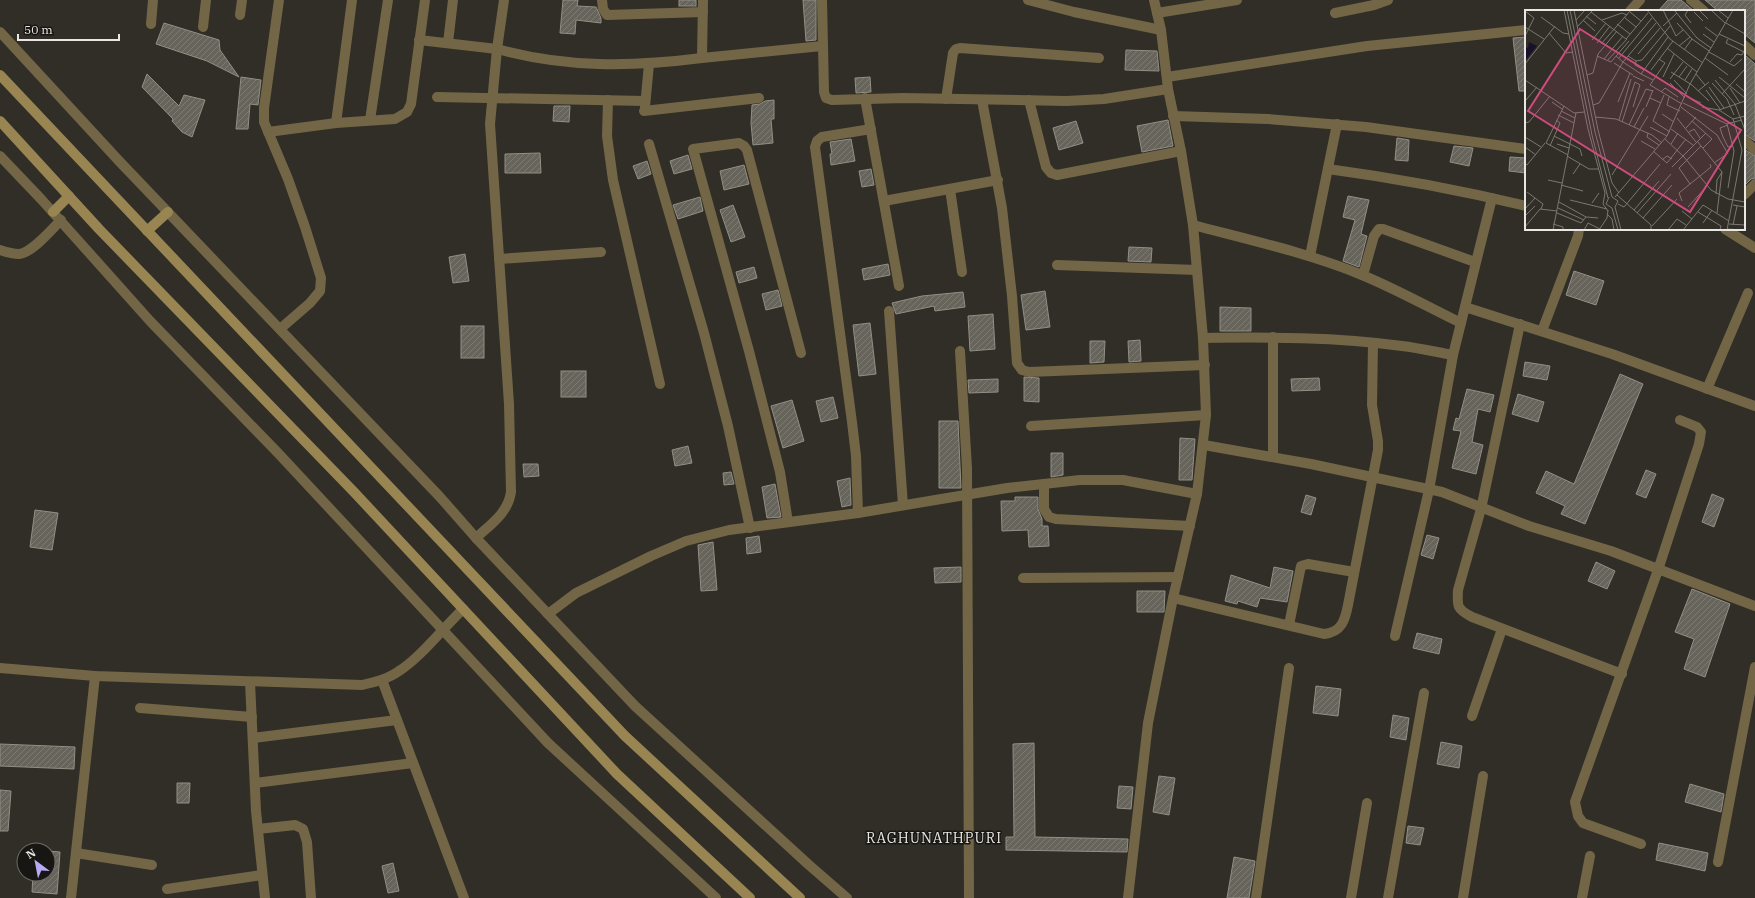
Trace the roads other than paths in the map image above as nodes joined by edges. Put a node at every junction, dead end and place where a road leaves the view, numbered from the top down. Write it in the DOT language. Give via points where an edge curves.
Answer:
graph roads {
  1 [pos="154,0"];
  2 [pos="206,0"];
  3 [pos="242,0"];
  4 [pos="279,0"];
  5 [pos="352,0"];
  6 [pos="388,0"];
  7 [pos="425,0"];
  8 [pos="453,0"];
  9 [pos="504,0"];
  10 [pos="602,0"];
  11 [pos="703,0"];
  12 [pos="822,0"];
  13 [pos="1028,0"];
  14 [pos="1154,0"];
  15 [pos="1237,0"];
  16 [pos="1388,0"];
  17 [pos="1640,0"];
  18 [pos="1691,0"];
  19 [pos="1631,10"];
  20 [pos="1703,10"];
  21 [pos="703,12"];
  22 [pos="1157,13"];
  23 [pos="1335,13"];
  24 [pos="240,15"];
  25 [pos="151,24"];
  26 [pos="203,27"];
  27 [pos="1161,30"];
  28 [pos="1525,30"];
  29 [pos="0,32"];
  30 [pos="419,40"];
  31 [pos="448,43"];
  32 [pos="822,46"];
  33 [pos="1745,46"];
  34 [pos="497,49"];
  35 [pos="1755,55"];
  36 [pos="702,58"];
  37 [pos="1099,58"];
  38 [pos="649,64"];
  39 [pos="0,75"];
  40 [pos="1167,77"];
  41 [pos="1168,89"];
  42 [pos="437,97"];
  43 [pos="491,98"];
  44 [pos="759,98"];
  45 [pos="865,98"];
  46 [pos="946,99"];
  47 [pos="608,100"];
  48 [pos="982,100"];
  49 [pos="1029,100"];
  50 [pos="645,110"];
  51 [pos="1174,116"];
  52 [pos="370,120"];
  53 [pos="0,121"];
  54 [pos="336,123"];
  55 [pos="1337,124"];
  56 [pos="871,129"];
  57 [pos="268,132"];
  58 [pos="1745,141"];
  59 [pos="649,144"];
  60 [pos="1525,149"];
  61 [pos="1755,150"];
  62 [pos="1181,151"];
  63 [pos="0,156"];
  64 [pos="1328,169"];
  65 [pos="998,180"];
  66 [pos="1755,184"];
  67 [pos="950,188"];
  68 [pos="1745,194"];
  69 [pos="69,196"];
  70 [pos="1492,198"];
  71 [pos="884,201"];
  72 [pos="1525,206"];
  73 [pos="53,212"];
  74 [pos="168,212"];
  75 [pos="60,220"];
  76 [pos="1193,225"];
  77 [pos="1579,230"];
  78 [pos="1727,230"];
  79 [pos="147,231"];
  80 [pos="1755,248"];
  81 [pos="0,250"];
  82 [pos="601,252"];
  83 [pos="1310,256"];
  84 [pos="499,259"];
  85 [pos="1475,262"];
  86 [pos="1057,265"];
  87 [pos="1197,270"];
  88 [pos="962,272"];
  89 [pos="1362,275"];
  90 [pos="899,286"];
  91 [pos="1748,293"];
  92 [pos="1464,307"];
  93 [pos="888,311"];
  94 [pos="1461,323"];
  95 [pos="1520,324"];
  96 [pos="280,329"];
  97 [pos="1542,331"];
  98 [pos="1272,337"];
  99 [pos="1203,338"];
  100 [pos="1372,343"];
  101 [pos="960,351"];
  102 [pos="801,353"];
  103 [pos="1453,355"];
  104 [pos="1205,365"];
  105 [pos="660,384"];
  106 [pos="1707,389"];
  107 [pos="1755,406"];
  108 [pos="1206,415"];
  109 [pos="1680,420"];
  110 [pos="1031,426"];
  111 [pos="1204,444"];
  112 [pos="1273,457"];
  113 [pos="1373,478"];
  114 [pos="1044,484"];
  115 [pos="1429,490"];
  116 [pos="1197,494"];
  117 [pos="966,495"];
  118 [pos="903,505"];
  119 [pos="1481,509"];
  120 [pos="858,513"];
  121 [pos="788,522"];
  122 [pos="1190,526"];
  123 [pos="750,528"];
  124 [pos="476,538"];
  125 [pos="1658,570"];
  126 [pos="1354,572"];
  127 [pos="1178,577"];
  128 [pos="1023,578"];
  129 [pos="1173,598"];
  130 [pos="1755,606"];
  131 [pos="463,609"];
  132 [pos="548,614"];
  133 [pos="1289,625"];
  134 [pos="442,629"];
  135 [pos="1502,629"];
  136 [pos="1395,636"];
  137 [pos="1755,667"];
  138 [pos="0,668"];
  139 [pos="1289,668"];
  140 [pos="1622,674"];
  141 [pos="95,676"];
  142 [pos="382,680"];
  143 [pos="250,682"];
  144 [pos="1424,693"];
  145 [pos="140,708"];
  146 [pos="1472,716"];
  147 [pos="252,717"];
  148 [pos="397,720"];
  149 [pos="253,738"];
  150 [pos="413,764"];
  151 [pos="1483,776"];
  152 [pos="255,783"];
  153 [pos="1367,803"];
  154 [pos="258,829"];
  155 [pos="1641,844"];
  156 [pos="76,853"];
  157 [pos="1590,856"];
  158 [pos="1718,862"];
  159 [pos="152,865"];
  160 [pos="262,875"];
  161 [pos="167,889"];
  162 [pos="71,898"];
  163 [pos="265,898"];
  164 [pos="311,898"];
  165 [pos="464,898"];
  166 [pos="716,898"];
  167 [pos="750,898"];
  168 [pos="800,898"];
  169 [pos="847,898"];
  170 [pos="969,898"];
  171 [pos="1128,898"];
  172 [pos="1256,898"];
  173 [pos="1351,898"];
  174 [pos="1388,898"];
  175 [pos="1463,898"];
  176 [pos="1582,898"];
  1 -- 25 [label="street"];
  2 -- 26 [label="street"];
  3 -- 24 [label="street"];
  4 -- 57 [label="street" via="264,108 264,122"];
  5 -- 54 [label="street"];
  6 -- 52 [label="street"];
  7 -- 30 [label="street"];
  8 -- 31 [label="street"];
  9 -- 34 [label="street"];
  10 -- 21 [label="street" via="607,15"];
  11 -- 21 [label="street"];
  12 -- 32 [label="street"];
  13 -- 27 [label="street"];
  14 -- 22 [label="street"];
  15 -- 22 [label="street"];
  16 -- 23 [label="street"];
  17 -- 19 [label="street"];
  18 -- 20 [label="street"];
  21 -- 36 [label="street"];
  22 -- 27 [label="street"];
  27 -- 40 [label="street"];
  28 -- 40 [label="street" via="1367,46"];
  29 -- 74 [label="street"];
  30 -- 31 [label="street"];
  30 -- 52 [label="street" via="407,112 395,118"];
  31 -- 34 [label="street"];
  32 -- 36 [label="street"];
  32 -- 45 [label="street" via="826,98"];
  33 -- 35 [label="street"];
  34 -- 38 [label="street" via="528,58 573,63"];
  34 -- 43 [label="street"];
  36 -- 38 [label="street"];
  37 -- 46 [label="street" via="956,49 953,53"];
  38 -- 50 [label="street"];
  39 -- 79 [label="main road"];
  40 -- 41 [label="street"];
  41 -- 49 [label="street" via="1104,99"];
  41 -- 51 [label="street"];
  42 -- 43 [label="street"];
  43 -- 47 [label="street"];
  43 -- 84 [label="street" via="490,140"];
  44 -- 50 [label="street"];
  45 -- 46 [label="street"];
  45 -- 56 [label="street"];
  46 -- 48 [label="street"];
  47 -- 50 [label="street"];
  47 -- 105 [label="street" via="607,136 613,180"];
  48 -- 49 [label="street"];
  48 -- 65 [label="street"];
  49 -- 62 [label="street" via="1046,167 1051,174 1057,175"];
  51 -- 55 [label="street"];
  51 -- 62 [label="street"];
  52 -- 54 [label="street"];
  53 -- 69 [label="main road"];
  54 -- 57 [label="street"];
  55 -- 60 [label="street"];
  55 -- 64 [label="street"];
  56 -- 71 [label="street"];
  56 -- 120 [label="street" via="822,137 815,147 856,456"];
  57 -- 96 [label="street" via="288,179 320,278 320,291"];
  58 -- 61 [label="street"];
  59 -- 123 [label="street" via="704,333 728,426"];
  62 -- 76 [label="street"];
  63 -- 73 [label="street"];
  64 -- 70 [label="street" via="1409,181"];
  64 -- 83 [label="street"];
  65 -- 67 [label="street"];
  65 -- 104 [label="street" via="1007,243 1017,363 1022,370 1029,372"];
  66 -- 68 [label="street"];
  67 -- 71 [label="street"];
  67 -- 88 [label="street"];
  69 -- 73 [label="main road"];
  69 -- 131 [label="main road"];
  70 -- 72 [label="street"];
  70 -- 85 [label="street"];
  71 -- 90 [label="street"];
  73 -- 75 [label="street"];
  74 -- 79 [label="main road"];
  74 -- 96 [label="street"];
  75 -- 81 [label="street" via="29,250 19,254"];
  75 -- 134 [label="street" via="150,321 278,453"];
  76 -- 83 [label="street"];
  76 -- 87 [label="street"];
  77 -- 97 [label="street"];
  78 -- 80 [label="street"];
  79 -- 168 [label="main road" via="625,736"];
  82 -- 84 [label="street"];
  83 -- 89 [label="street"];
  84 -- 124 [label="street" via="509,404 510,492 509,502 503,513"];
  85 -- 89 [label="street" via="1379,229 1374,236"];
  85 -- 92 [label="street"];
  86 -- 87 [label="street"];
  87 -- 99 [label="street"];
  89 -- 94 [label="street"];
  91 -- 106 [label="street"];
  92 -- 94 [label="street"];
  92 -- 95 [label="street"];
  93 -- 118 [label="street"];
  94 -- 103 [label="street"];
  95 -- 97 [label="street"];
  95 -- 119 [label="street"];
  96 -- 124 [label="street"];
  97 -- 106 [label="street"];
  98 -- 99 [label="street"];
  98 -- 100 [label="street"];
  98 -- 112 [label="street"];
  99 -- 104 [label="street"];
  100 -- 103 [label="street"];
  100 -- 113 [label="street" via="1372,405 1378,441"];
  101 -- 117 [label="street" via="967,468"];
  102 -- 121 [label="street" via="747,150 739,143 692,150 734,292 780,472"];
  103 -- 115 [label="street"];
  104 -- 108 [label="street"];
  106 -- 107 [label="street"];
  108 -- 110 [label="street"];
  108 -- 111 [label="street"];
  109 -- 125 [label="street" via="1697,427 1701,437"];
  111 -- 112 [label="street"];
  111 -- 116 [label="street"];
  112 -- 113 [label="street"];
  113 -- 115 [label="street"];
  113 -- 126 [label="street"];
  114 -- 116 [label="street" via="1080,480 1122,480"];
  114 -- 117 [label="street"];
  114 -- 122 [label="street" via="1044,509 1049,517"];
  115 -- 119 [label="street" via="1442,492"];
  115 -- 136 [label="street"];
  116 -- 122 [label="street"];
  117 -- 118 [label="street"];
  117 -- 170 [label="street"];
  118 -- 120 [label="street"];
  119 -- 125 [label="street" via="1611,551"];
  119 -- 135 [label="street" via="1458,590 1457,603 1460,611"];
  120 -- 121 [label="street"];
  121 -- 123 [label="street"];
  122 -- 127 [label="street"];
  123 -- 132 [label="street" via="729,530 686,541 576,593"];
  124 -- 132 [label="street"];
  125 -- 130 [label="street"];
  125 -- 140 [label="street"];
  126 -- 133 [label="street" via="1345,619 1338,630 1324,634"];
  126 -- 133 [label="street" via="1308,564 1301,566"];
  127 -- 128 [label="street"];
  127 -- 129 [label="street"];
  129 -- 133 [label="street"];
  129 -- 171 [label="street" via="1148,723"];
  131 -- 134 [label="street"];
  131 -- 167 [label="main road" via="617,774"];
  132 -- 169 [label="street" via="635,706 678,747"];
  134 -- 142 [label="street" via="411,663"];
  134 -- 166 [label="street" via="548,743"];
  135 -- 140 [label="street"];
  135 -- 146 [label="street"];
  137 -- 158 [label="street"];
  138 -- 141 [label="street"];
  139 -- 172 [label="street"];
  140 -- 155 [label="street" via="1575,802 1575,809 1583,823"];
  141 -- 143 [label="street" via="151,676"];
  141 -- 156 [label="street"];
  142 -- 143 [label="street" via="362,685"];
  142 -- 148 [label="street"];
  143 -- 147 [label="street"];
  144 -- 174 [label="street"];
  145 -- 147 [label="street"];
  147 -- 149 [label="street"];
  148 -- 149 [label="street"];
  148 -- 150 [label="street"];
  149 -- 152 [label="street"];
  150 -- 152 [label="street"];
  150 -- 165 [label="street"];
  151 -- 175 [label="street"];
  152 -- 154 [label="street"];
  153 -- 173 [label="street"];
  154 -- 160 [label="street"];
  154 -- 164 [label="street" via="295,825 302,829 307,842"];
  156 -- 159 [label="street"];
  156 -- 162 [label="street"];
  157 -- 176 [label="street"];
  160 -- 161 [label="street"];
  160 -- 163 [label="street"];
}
------------------------------------
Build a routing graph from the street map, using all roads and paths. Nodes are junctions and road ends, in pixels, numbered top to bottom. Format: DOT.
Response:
------------------------------------
EXERCISE PROMPT ->
What lines of the material above contain "from"? Return each of them.

ANSWER BOX ->
Trace the roads other than paths in the map image above as nodes joined by edges. Put a node at every junction, dead end and place where a road leaves the view, numbered from the top down. Write it in the DOT language. Give via points where an edge curves.
Build a routing graph from the street map, using all roads and paths. Nodes are junctions and road ends, in pixels, numbered top to bottom. Format: DOT.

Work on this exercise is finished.